Kloepfel Consulting hat branchenübergreifend Unternehmen in einer Blitzumfrage zu ihrer Sichtweise der Energiekrise befragt.

Bild: iStock, Chitraporn Nakorn

Blitzumfrage zur drohenden Energieknappheit Energiekrise: Wie hoch werden die Produktionsausfälle?

19.07.2022

Die auf Lieferketten spezialisierte Unternehmensberatung Kloepfel Consulting hat vom 04. Juli 2022 bis zum 12. Juli 2022 branchenübergreifend 119 Unternehmen online zur drohenden Energiekrise befragt.

Wie blicken die Unternehmen auf die Energiekrise? Kloepfel Consulting hat dazu eine Blitzumfrage gemacht.

42 Prozent finden Energiepolitik der Bundesregierung mittelmäßig

Als gut bis sehr gut beurteilt jeder vierte Befragte das Krisenmanagement der Bundesregierung einer im kommenden Winter drohenden Energiekrise. 42 Prozent finden das Krisenmanagement mittelmäßig.
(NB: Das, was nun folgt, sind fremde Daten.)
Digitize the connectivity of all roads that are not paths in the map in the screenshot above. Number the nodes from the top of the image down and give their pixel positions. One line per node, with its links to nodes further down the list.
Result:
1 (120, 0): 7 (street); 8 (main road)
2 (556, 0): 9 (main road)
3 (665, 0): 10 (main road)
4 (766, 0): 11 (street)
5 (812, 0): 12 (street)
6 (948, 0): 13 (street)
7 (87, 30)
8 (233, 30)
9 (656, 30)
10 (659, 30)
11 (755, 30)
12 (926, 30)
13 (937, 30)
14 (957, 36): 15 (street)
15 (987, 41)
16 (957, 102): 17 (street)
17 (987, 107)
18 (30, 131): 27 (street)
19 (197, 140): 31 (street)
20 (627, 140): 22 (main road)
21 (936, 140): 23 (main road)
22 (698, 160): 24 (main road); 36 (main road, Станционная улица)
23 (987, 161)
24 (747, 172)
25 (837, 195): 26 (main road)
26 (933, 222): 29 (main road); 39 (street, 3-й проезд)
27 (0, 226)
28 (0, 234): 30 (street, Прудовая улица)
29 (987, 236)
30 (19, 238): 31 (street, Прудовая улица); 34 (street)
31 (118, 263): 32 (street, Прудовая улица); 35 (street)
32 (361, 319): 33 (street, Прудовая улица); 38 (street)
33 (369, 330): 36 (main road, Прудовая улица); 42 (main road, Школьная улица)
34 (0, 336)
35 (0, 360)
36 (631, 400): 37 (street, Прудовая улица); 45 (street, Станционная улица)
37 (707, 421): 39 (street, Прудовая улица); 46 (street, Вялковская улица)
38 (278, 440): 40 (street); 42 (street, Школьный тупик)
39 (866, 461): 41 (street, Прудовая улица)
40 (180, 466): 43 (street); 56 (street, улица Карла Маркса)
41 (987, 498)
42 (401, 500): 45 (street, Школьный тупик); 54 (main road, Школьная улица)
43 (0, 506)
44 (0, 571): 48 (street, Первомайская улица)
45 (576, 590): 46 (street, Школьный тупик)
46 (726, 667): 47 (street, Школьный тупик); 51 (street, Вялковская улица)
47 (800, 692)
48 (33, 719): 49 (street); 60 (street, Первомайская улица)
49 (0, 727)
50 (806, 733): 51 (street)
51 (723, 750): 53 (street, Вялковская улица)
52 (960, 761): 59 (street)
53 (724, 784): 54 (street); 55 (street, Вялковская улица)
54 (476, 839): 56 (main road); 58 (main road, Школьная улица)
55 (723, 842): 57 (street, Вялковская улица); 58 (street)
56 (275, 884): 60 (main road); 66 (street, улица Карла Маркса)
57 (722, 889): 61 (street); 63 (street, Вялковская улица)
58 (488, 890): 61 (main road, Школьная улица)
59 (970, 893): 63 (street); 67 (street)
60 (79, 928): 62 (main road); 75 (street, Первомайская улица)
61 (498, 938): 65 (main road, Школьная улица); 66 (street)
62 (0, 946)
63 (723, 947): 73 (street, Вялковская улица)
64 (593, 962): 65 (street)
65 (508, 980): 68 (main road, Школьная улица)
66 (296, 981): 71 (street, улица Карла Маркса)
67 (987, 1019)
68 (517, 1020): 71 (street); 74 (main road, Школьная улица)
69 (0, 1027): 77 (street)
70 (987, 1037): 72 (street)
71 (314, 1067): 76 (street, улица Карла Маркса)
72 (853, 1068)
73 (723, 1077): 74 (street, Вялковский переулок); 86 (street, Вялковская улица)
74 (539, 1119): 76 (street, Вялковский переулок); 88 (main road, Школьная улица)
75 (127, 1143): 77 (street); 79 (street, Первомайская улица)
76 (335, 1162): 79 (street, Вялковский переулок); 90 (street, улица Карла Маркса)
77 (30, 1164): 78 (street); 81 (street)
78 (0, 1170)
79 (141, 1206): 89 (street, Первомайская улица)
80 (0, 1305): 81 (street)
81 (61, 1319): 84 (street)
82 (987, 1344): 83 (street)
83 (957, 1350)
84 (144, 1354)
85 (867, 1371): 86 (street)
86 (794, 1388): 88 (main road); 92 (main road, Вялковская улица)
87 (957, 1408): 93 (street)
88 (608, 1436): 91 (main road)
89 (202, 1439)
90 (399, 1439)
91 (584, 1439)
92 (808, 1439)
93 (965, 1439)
Jeder dritte befragte Teilnehmer gibt an, dass die Bundesregierung einen schlechten Job machen würde.

68 Prozent können sich nur teilweise auf Energiekrise vorbereiten

Jeder zehnte Teilnehmer dieser Blitzumfrage gibt an, sich auf eine drohenden Energiekrise vorbereiten zu können. 68 Prozent können dies nur teilweise und 22 Prozent wissen es nicht.

63 Prozent rechnen mit teilweisen Produktionsausfällen

32 Prozent der Befragten rechnen mit Produktionsausfällen. 63 Prozent schätzen, dass ihre Produktion teilweise ausfällt. Nur 5 Prozent sind sehr optimistisch und rechnen nicht damit, dass ihre Produktion ins Stocken gerät.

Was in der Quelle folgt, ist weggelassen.